**WHAT YOU SHOULD DO**
Omit images. Retype all entries verbatim.

[Collected data]

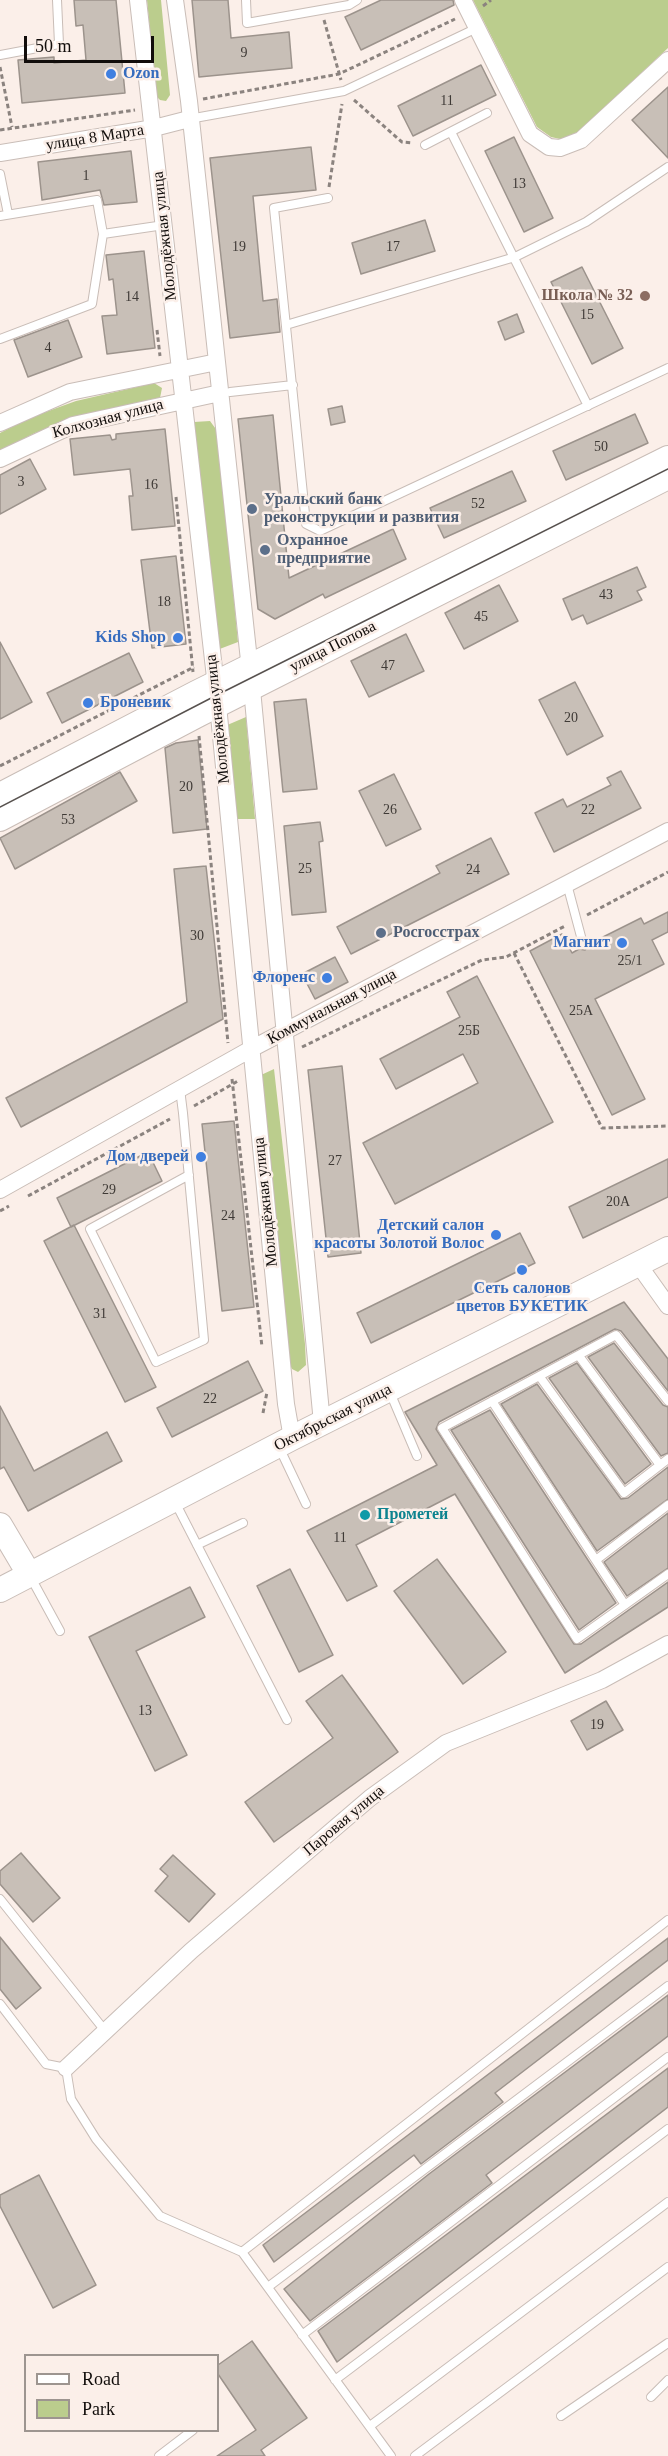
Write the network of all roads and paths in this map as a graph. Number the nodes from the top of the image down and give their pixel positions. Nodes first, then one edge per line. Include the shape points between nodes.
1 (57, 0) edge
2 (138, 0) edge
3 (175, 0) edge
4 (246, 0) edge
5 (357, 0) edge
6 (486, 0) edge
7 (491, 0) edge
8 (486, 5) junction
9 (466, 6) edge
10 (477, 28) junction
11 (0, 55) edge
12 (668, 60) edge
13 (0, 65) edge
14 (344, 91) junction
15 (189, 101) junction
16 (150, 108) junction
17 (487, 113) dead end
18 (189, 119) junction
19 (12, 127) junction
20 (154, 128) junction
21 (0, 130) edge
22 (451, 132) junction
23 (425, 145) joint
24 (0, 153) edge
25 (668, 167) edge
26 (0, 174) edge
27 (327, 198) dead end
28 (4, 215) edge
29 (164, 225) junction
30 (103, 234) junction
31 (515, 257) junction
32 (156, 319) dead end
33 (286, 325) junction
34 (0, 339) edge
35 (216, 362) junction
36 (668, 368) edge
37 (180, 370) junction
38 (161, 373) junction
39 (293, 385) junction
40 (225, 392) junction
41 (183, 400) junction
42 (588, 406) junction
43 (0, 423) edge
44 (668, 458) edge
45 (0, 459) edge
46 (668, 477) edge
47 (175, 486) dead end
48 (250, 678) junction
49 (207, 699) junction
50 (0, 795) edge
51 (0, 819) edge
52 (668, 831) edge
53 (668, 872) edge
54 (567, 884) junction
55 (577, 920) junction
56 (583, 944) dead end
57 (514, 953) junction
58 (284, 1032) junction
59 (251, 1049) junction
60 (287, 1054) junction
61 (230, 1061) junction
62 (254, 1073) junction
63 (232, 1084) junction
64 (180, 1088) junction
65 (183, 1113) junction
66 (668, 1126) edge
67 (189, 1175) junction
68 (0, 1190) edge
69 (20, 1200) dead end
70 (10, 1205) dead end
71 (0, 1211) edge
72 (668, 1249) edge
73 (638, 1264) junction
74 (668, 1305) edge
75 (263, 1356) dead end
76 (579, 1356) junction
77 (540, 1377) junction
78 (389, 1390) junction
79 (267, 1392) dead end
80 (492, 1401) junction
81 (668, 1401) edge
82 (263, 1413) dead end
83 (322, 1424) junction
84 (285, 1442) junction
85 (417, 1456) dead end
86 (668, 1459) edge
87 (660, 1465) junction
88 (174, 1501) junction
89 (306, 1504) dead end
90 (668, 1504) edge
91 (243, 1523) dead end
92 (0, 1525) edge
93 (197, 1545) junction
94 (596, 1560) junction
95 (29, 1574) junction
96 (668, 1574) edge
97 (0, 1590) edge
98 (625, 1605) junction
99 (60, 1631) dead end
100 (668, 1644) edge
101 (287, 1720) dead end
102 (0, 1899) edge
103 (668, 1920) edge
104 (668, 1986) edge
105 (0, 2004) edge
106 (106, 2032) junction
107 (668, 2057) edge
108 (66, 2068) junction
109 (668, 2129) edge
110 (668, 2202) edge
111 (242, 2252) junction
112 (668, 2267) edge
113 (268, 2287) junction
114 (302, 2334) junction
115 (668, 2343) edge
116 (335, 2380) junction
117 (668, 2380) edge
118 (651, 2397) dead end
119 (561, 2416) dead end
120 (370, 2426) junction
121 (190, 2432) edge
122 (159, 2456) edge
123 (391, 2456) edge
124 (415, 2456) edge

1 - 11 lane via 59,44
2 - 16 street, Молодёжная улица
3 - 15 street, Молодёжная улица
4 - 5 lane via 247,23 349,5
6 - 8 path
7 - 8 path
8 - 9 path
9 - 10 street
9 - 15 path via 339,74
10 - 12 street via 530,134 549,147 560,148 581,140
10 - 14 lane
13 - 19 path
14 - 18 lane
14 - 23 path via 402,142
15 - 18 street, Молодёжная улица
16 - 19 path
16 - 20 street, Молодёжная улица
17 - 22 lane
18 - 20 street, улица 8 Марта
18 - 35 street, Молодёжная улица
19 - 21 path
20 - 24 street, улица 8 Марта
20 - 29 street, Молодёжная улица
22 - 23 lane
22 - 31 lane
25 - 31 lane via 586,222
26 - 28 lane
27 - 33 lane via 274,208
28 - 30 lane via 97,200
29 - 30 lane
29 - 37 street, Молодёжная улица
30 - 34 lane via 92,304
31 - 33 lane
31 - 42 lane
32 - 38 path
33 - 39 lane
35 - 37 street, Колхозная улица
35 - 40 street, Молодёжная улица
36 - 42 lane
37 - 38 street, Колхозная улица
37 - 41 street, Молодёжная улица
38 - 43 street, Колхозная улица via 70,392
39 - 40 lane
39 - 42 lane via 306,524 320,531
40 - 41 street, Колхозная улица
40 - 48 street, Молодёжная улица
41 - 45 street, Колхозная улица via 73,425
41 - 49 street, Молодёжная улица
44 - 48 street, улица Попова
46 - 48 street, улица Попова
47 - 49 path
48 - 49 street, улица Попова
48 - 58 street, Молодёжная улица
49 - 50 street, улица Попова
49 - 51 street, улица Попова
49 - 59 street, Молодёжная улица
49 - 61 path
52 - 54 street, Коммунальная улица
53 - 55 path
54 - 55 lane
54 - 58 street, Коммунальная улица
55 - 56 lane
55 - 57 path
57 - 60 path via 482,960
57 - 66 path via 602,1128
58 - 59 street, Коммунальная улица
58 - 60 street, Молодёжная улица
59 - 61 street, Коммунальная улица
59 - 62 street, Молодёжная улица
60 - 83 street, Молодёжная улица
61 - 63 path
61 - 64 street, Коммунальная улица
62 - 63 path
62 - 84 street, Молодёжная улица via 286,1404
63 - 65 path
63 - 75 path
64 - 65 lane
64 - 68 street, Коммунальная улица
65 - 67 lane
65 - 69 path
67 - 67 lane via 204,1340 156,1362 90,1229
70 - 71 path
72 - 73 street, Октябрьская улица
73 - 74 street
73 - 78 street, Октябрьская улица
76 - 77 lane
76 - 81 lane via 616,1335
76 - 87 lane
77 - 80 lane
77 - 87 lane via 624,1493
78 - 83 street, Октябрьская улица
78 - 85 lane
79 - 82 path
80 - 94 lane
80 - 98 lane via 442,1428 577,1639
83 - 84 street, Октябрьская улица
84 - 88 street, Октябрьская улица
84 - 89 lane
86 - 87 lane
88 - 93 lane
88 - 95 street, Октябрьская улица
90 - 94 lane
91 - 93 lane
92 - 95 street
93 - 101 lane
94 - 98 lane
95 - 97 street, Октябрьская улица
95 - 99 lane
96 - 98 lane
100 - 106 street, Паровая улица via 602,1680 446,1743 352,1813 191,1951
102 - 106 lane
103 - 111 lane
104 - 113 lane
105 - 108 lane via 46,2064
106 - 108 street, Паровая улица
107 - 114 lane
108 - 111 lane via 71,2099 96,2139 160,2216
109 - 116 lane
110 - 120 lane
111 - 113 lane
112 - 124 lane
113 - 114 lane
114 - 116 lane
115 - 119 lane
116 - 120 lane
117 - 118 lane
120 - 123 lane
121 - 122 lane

**FINAL ANSWER**
Write the network of all roads and paths in this map as a graph. Number the nodes from the top of the image down and give their pixel positions. Nodes first, then one edge per line. Include the shape points between nodes.
1 (57, 0) edge
2 (138, 0) edge
3 (175, 0) edge
4 (246, 0) edge
5 (357, 0) edge
6 (486, 0) edge
7 (491, 0) edge
8 (486, 5) junction
9 (466, 6) edge
10 (477, 28) junction
11 (0, 55) edge
12 (668, 60) edge
13 (0, 65) edge
14 (344, 91) junction
15 (189, 101) junction
16 (150, 108) junction
17 (487, 113) dead end
18 (189, 119) junction
19 (12, 127) junction
20 (154, 128) junction
21 (0, 130) edge
22 (451, 132) junction
23 (425, 145) joint
24 (0, 153) edge
25 (668, 167) edge
26 (0, 174) edge
27 (327, 198) dead end
28 (4, 215) edge
29 (164, 225) junction
30 (103, 234) junction
31 (515, 257) junction
32 (156, 319) dead end
33 (286, 325) junction
34 (0, 339) edge
35 (216, 362) junction
36 (668, 368) edge
37 (180, 370) junction
38 (161, 373) junction
39 (293, 385) junction
40 (225, 392) junction
41 (183, 400) junction
42 (588, 406) junction
43 (0, 423) edge
44 (668, 458) edge
45 (0, 459) edge
46 (668, 477) edge
47 (175, 486) dead end
48 (250, 678) junction
49 (207, 699) junction
50 (0, 795) edge
51 (0, 819) edge
52 (668, 831) edge
53 (668, 872) edge
54 (567, 884) junction
55 (577, 920) junction
56 (583, 944) dead end
57 (514, 953) junction
58 (284, 1032) junction
59 (251, 1049) junction
60 (287, 1054) junction
61 (230, 1061) junction
62 (254, 1073) junction
63 (232, 1084) junction
64 (180, 1088) junction
65 (183, 1113) junction
66 (668, 1126) edge
67 (189, 1175) junction
68 (0, 1190) edge
69 (20, 1200) dead end
70 (10, 1205) dead end
71 (0, 1211) edge
72 (668, 1249) edge
73 (638, 1264) junction
74 (668, 1305) edge
75 (263, 1356) dead end
76 (579, 1356) junction
77 (540, 1377) junction
78 (389, 1390) junction
79 (267, 1392) dead end
80 (492, 1401) junction
81 (668, 1401) edge
82 (263, 1413) dead end
83 (322, 1424) junction
84 (285, 1442) junction
85 (417, 1456) dead end
86 (668, 1459) edge
87 (660, 1465) junction
88 (174, 1501) junction
89 (306, 1504) dead end
90 (668, 1504) edge
91 (243, 1523) dead end
92 (0, 1525) edge
93 (197, 1545) junction
94 (596, 1560) junction
95 (29, 1574) junction
96 (668, 1574) edge
97 (0, 1590) edge
98 (625, 1605) junction
99 (60, 1631) dead end
100 (668, 1644) edge
101 (287, 1720) dead end
102 (0, 1899) edge
103 (668, 1920) edge
104 (668, 1986) edge
105 (0, 2004) edge
106 (106, 2032) junction
107 (668, 2057) edge
108 (66, 2068) junction
109 (668, 2129) edge
110 (668, 2202) edge
111 (242, 2252) junction
112 (668, 2267) edge
113 (268, 2287) junction
114 (302, 2334) junction
115 (668, 2343) edge
116 (335, 2380) junction
117 (668, 2380) edge
118 (651, 2397) dead end
119 (561, 2416) dead end
120 (370, 2426) junction
121 (190, 2432) edge
122 (159, 2456) edge
123 (391, 2456) edge
124 (415, 2456) edge

1 - 11 lane via 59,44
2 - 16 street, Молодёжная улица
3 - 15 street, Молодёжная улица
4 - 5 lane via 247,23 349,5
6 - 8 path
7 - 8 path
8 - 9 path
9 - 10 street
9 - 15 path via 339,74
10 - 12 street via 530,134 549,147 560,148 581,140
10 - 14 lane
13 - 19 path
14 - 18 lane
14 - 23 path via 402,142
15 - 18 street, Молодёжная улица
16 - 19 path
16 - 20 street, Молодёжная улица
17 - 22 lane
18 - 20 street, улица 8 Марта
18 - 35 street, Молодёжная улица
19 - 21 path
20 - 24 street, улица 8 Марта
20 - 29 street, Молодёжная улица
22 - 23 lane
22 - 31 lane
25 - 31 lane via 586,222
26 - 28 lane
27 - 33 lane via 274,208
28 - 30 lane via 97,200
29 - 30 lane
29 - 37 street, Молодёжная улица
30 - 34 lane via 92,304
31 - 33 lane
31 - 42 lane
32 - 38 path
33 - 39 lane
35 - 37 street, Колхозная улица
35 - 40 street, Молодёжная улица
36 - 42 lane
37 - 38 street, Колхозная улица
37 - 41 street, Молодёжная улица
38 - 43 street, Колхозная улица via 70,392
39 - 40 lane
39 - 42 lane via 306,524 320,531
40 - 41 street, Колхозная улица
40 - 48 street, Молодёжная улица
41 - 45 street, Колхозная улица via 73,425
41 - 49 street, Молодёжная улица
44 - 48 street, улица Попова
46 - 48 street, улица Попова
47 - 49 path
48 - 49 street, улица Попова
48 - 58 street, Молодёжная улица
49 - 50 street, улица Попова
49 - 51 street, улица Попова
49 - 59 street, Молодёжная улица
49 - 61 path
52 - 54 street, Коммунальная улица
53 - 55 path
54 - 55 lane
54 - 58 street, Коммунальная улица
55 - 56 lane
55 - 57 path
57 - 60 path via 482,960
57 - 66 path via 602,1128
58 - 59 street, Коммунальная улица
58 - 60 street, Молодёжная улица
59 - 61 street, Коммунальная улица
59 - 62 street, Молодёжная улица
60 - 83 street, Молодёжная улица
61 - 63 path
61 - 64 street, Коммунальная улица
62 - 63 path
62 - 84 street, Молодёжная улица via 286,1404
63 - 65 path
63 - 75 path
64 - 65 lane
64 - 68 street, Коммунальная улица
65 - 67 lane
65 - 69 path
67 - 67 lane via 204,1340 156,1362 90,1229
70 - 71 path
72 - 73 street, Октябрьская улица
73 - 74 street
73 - 78 street, Октябрьская улица
76 - 77 lane
76 - 81 lane via 616,1335
76 - 87 lane
77 - 80 lane
77 - 87 lane via 624,1493
78 - 83 street, Октябрьская улица
78 - 85 lane
79 - 82 path
80 - 94 lane
80 - 98 lane via 442,1428 577,1639
83 - 84 street, Октябрьская улица
84 - 88 street, Октябрьская улица
84 - 89 lane
86 - 87 lane
88 - 93 lane
88 - 95 street, Октябрьская улица
90 - 94 lane
91 - 93 lane
92 - 95 street
93 - 101 lane
94 - 98 lane
95 - 97 street, Октябрьская улица
95 - 99 lane
96 - 98 lane
100 - 106 street, Паровая улица via 602,1680 446,1743 352,1813 191,1951
102 - 106 lane
103 - 111 lane
104 - 113 lane
105 - 108 lane via 46,2064
106 - 108 street, Паровая улица
107 - 114 lane
108 - 111 lane via 71,2099 96,2139 160,2216
109 - 116 lane
110 - 120 lane
111 - 113 lane
112 - 124 lane
113 - 114 lane
114 - 116 lane
115 - 119 lane
116 - 120 lane
117 - 118 lane
120 - 123 lane
121 - 122 lane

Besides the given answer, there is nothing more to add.